Oh the wonderful mercy of our God, that both to wicked men and spirits respites the utmost of their torment! He might, upon the first instant of the fall of angels, have inflicted on them the highest extremity of his vengeance; he might, upon the first sins of our youth, yea of our nature, have swept us away, and given us our portion in that fiery lake: he stays a time for both; though with this difference of mercy to us men, that here not only is a delay, but may be an utter prevention of punishment, which to the evil spirits is altogether impossible. They do suffer; they must suffer: and, though they have now deserved to suffer all they must, yet they must once suffer more than they do.

Yet, so doth this Evil Spirit expostulate, that he sues; I beseech thee, torment me not. The world is well changed, since Satan's first onset upon Christ. Then he could say, If thou be the Son of God; now, Jesus, the Son of the Most High God: then, All these will I give thee, if thou wilt fall down, and worship me; now, I beseech thee, torment me not. The same power, when he lists, can change the note of the tempter to us. How happy are we,

that have such a Redeemer, as can command the devils to their chains! Oh consider this, ye lawless sinners, that have said, Let us break his bonds, and cast his cords from us. However the Almighty suffers you, for a judgment, to have free scope to evil, and ye can now impotently resist the revealed will of your Creator; yet the time shall come, when ye shall see the very masters whom ye have served, the powers of darkness, unable to avoid the revenges of God. How much less shall man strive with his Maker! man, whose breath is in his nostrils, whose house is clay, whose foundation is the dust!

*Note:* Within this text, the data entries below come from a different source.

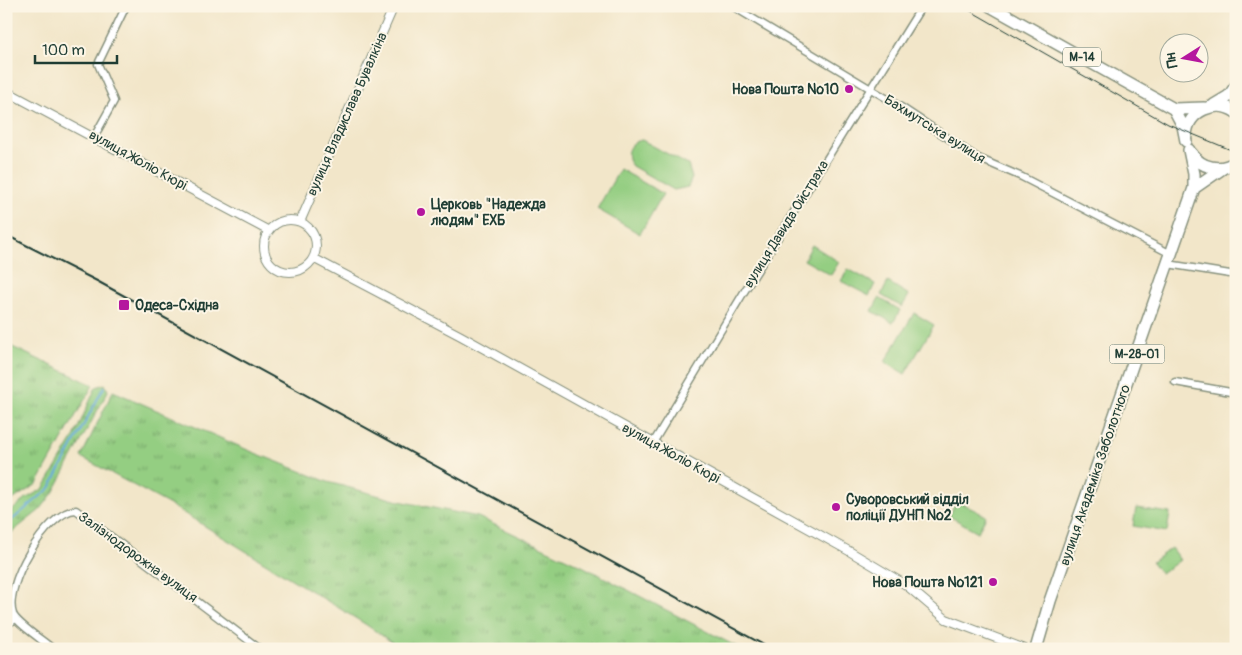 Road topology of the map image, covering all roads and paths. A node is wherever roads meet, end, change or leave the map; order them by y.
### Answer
1 (126, 6) edge
2 (394, 6) edge
3 (732, 6) edge
4 (922, 6) edge
5 (990, 6) edge
6 (870, 89) junction
7 (6, 90) edge
8 (1235, 92) edge
9 (1209, 107) junction
10 (1174, 109) junction
11 (1236, 112) edge
12 (94, 136) junction
13 (1188, 145) junction
14 (1236, 162) edge
15 (1223, 168) junction
16 (1194, 188) junction
17 (300, 222) junction
18 (268, 231) junction
19 (313, 258) junction
20 (1169, 259) junction
21 (1236, 275) edge
22 (1175, 382) dead end
23 (1236, 393) edge
24 (653, 443) junction
25 (16, 619) junction
26 (6, 625) edge
27 (54, 649) edge
28 (260, 649) edge
29 (1025, 649) edge
30 (1036, 649) edge

1 - 12 street
2 - 17 street, вулиця Владислава Бувалкіна
3 - 6 street, Бахмутська вулиця
4 - 6 street, вулиця Давида Ойстраха
5 - 10 highway, М-14
6 - 20 street, Бахмутська вулиця
6 - 24 street, вулиця Давида Ойстраха
7 - 12 street, вулиця Жоліо Кюрі
8 - 9 highway
9 - 10 highway
9 - 11 highway
9 - 13 highway
10 - 13 highway, вулиця Академіка Заболотного
12 - 18 street, вулиця Жоліо Кюрі
13 - 15 highway
13 - 16 highway, вулиця Академіка Заболотного / М-28-01
14 - 15 highway
15 - 16 highway
16 - 20 highway, вулиця Академіка Заболотного / М-28-01
17 - 18 street
17 - 19 street
18 - 19 street
19 - 24 street, вулиця Жоліо Кюрі
20 - 21 street, Бахмутська вулиця
20 - 30 highway, вулиця Академіка Заболотного / М-28-01
22 - 23 street
24 - 29 street, вулиця Жоліо Кюрі
25 - 26 street
25 - 27 street
25 - 28 street, Залізнодорожна вулиця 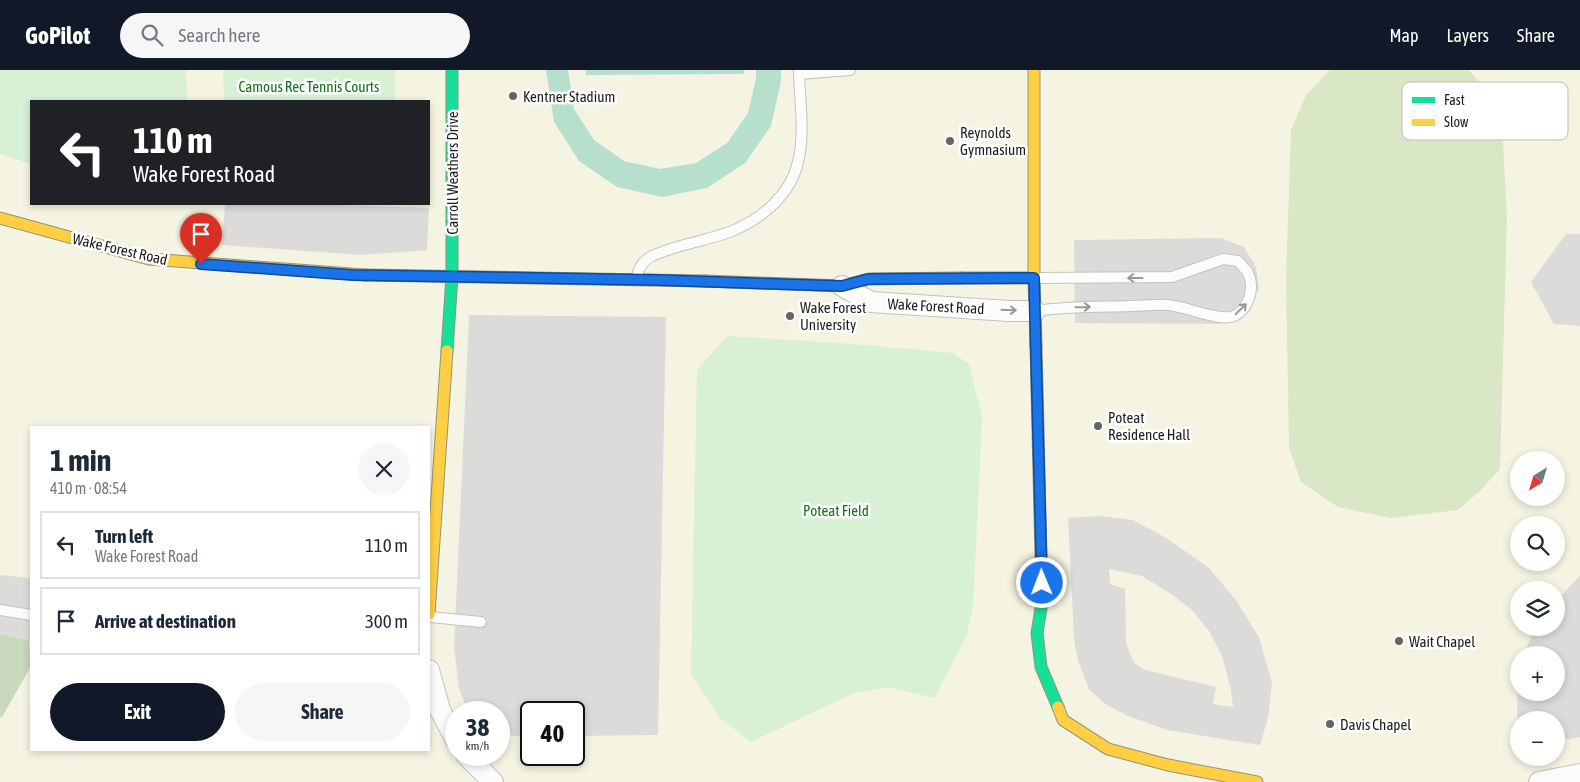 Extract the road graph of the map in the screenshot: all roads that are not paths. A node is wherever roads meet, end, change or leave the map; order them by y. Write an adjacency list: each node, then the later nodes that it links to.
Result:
1 (452, 70): 6 (street, Carroll Weathers Drive)
2 (850, 70): 4 (lane)
3 (1034, 70): 7 (street)
4 (799, 72): 8 (lane)
5 (0, 218): 6 (street, Wake Forest Road)
6 (452, 276): 8 (street, Wake Forest Road); 11 (street, Carroll Weathers Drive)
7 (1034, 278): 9 (street, Wake Forest Road); 10 (street); 10 (lane, one-way to 7)
8 (636, 279): 9 (street, Wake Forest Road)
9 (842, 286): 10 (street, Wake Forest Road, one-way to 10)
10 (1035, 311): 22 (street)
11 (430, 601)
12 (0, 610): 13 (lane)
13 (30, 615)
14 (430, 616): 15 (lane)
15 (481, 622)
16 (430, 677): 17 (street)
17 (435, 712): 18 (street)
18 (445, 725)
19 (477, 766): 21 (street)
20 (1580, 774): 23 (street)
21 (493, 782)
22 (1257, 782)
23 (1539, 782)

Nature teaches every creature, to wish a freedom from pain. The foulest spirits cannot but love themselves; and this love must needs produce a deprecation of evil. Yet what a thing is this, to hear the Devil at his prayers! I beseech thee, torment me not. Devotion is not guilty of this, but fear. There is no grace in the suit of devils, but nature; no respect of glory to their Creator, but their own ease. They cannot pray against sin, but against torment for sin. What news is it now, to hear the profanest mouth in extremity imploring the Sacred Name of God, when the devils do so? The worst of all creatures hates punishment, and can say, "Lead me not into pain: only the good heart can say, Lead me not into temptation. If we can as heartily pray against sin, for the avoiding of displeasure, as against punishment, when we have displeased, there is true grace in the soul. Indeed, if we could fervently pray against sin, we should not need to pray against punishment, which is no other than the inseparable shadow of that body; but if we have not laboured against our sins, in vain do we pray against punishment. God must be just; and the wages of sin is death.

It pleased our Holy Saviour, not only to let fall words of command upon this spirit, but to interchange some speeches with him. All Christ's actions are not for example. It was the error of our grandmother, to hold chat with Satan. That God, who knows the craft of that Old Serpent and our weak simplicity, hath charged us, not to inquire of an evil spirit. Surely, if the disciples, returning to Jacob's well, wondered to see Christ talk with a woman, well may we wonder to see him talking with an unclean spirit.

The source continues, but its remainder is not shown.